Milliyetçi Hareket  Partisi ve Ülkücüler Aziz Milletimizin teminatıdır. Bunu sizde biliyorsunuz. Yıllardır iktidara gelmeden önce de “Başörtüsüne özgürlük getirilsin” dediniz. MHP'lilerin oyu ile Başörtüsüne özgürlük geldi.

 

“Cumhurbaşkanını halk seçsin” dediniz yine imdadınıza MHP ve Ülkücüler yetişti. Anayasayı değiştirirken de MHP ve Ülkücü kökenli Milletvekilleri önünüzü açtı. Başkanlık sistemi MHP ve Ülkücü Milletvekilleri olmasaydı geçmezdi.

 

Eski Akıncılar, devlete kurşun sıkan tüm Marksistlerle Devlete savaş açmışlardı.

 

Amaçları Devleti yıkmaktı. Sizin de arkadaşınız olan İslam Enstitüsü mezunu derneğinin onursal başkanı Selahattin Yazıcı ile hem Askeri cezaevinde hem şube de beraber yattık.

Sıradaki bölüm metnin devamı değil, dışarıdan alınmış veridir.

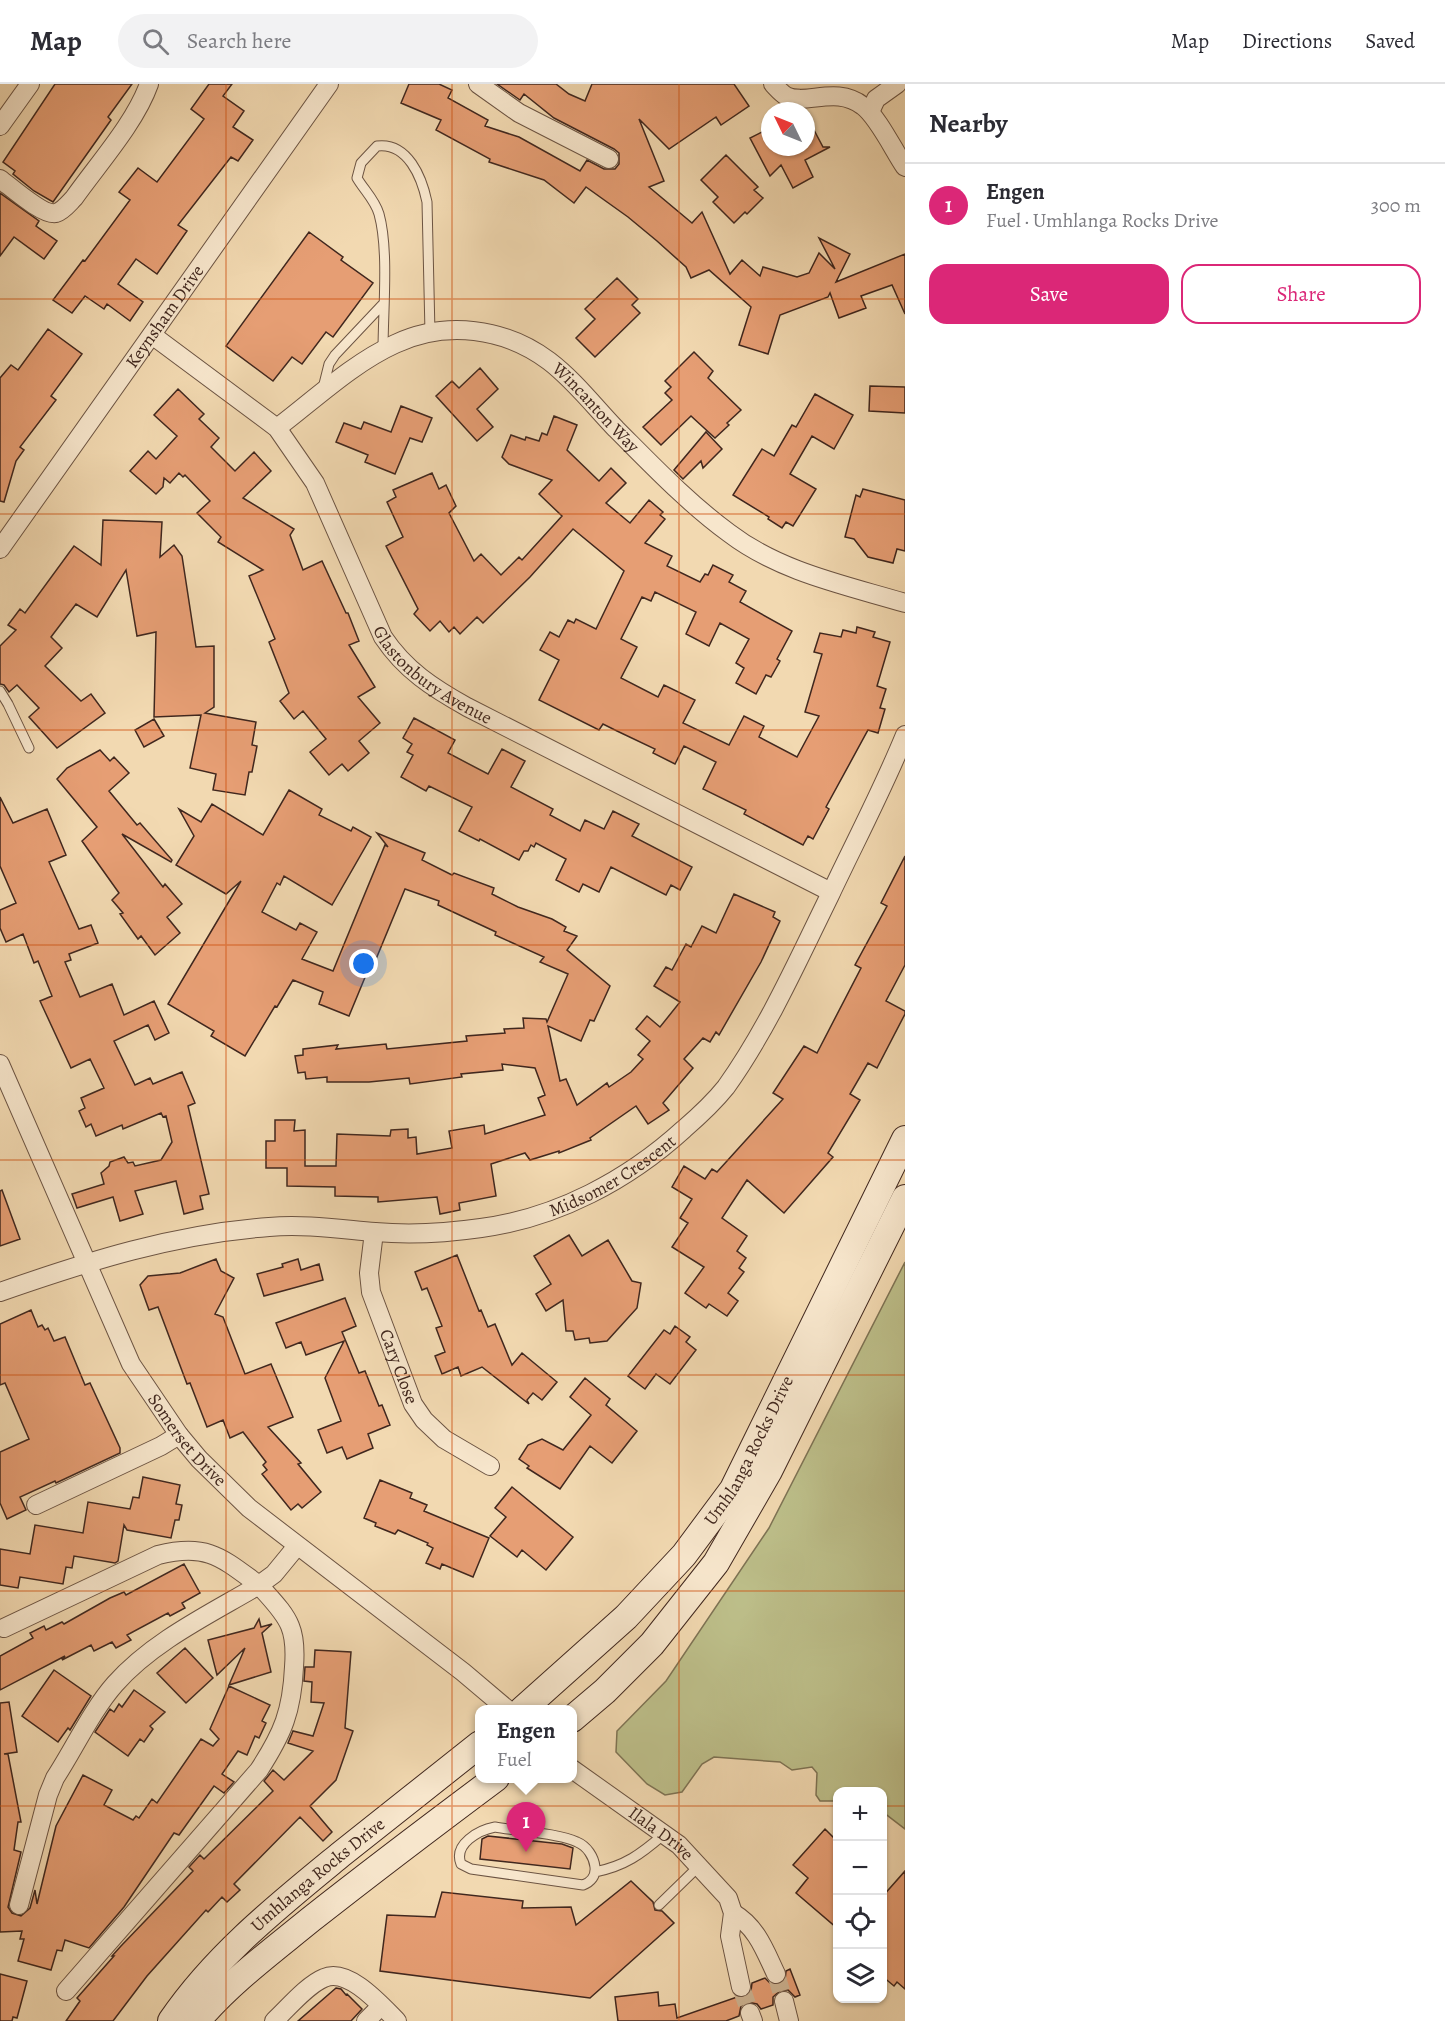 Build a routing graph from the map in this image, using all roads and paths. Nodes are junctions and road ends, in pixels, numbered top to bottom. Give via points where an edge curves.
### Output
1 (30, 84) edge
2 (149, 84) edge
3 (329, 84) edge
4 (772, 84) edge
5 (897, 84) edge
6 (484, 86) edge
7 (870, 112) junction
8 (0, 126) edge
9 (609, 159) dead end
10 (905, 167) edge
11 (0, 179) edge
12 (384, 303) junction
13 (430, 333) junction
14 (152, 335) junction
15 (383, 350) junction
16 (322, 393) junction
17 (277, 428) junction
18 (0, 549) edge
19 (905, 603) edge
20 (0, 691) edge
21 (905, 735) edge
22 (29, 748) dead end
23 (831, 892) junction
24 (0, 1064) edge
25 (905, 1139) edge
26 (905, 1198) edge
27 (374, 1232) junction
28 (86, 1262) junction
29 (0, 1292) edge
30 (180, 1435) junction
31 (490, 1466) dead end
32 (36, 1505) dead end
33 (297, 1546) junction
34 (259, 1586) junction
35 (4, 1628) dead end
36 (502, 1705) edge
37 (528, 1705) edge
38 (577, 1716) edge
39 (475, 1748) edge
40 (577, 1772) edge
41 (491, 1783) edge
42 (663, 1835) junction
43 (698, 1866) junction
44 (595, 1872) junction
45 (19, 1905) dead end
46 (659, 1905) dead end
47 (734, 1913) junction
48 (776, 1974) tunnel mouth
49 (741, 1987) tunnel mouth
50 (66, 1990) dead end
51 (784, 2001) tunnel mouth
52 (381, 2006) junction
53 (171, 2021) edge
54 (197, 2021) edge
55 (274, 2021) edge
56 (366, 2021) edge
57 (397, 2021) edge
58 (789, 2021) edge

1 - 8 street
2 - 11 street via 134,114 62,210 51,213 40,209
3 - 14 street, Keynsham Drive
4 - 7 street via 793,99 840,96 856,101
5 - 7 street via 876,99
6 - 9 street via 519,113
7 - 10 street
12 - 13 lane via 381,225 375,203 357,178 361,163 377,146 383,145 409,160 417,170 427,202
12 - 15 lane
12 - 16 lane via 335,355 326,372
13 - 15 street, Wincanton Way via 410,337
13 - 19 street, Wincanton Way via 474,330 529,348 562,372 667,481 730,535 785,565
14 - 17 street, Glastonbury Avenue
14 - 18 street, Keynsham Drive
15 - 16 street, Wincanton Way
16 - 17 street, Wincanton Way
17 - 23 street, Glastonbury Avenue via 315,483 383,637 420,679 477,713
20 - 22 lane
21 - 23 street, Midsomer Crescent
23 - 27 street, Midsomer Crescent via 792,974 724,1089 656,1153 587,1195 520,1220 429,1233
24 - 28 street, Somerset Drive
25 - 37 main road, Umhlanga Rocks Drive via 733,1489 684,1555 626,1617
26 - 38 main road, Umhlanga Rocks Drive via 768,1471 716,1563 652,1644
27 - 28 street, Midsomer Crescent via 271,1226 184,1239
27 - 31 street, Cary Close via 371,1292 413,1404 433,1430
28 - 29 street, Midsomer Crescent
28 - 30 street, Somerset Drive via 131,1364
30 - 32 street
30 - 33 street, Somerset Drive via 220,1481
33 - 34 street
33 - 36 street, Somerset Drive
34 - 35 street via 226,1560 204,1551 175,1551 158,1555
34 - 45 street via 165,1642 114,1686 48,1795
34 - 50 street via 290,1626 293,1641 291,1702 279,1738 259,1770
39 - 53 main road, Umhlanga Rocks Drive via 281,1903 230,1950
40 - 42 street, Ilala Drive
41 - 54 main road, Umhlanga Rocks Drive via 266,1956
42 - 43 street, Ilala Drive
42 - 44 lane via 630,1860
43 - 46 lane
43 - 47 street, Ilala Drive via 728,1898
44 - 44 lane via 590,1852 577,1841 495,1827 475,1834 459,1852 461,1864 471,1869 583,1885 589,1883
47 - 48 street, Ilala Drive via 754,1930
47 - 49 street via 730,1936
51 - 58 street
52 - 55 street via 351,1980 326,1976
52 - 56 street
52 - 57 street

Ben ve birkaç arkadaşım arkasında namaz kılıyorduk.

Orada bir olay gelişti.

İdare bizi, idare odasına alınca ben dedim ki; "Selahattin Yazıcı orada kaldı lütfen onu da alın" dedim getirdiler.

 

Selahattin Yazıcı dedi ki "Alaattin sen beni solculara öldürtmek mi istiyorsun, bizim mücadelemiz devletle, siz ise devletin devamı için mücadele ediyorsunuz" dedi.

 

Nedir bu Akıncı cenahtan gelen bu kin ve nefret? Devletin sigortası sizin hükümet olduğunuz bu süreçte Ülküler ve Ülkücü kökenli milletvekilleri devletin ve parlamentonun teminatı olduğunu herhalde yeni anladınız.

 

Hala bizi Müslüman görmüyorsunuz.

 

Kurt işareti yapıldığı için bazı çevrelerde "Bunlar Allah'a inanmaz, sürekli kurt işareti yapıyorlar". Hanginiz bir Ülkücü kadar kalbi olarak İslam'ı yaşaya biliyor.

 

Sizde bu aralar Kurt işreti yapıyorsunuz.

Allah'a, Kuran'a, Peygamber Efendimize kalbi iman etmiş iseniz sigortanız olan Ülkücüleri ve hangi etnik gruptan olursa olsun HDP ve devlet düşmanı hariç Alevi’si, Sünni si, Çepni’si, Avşar’ı, Karakeçili’si, Kınık, Kayı tüm Türkmen boyu Yörüklerini, Ahıskalısını, Boyatlısını..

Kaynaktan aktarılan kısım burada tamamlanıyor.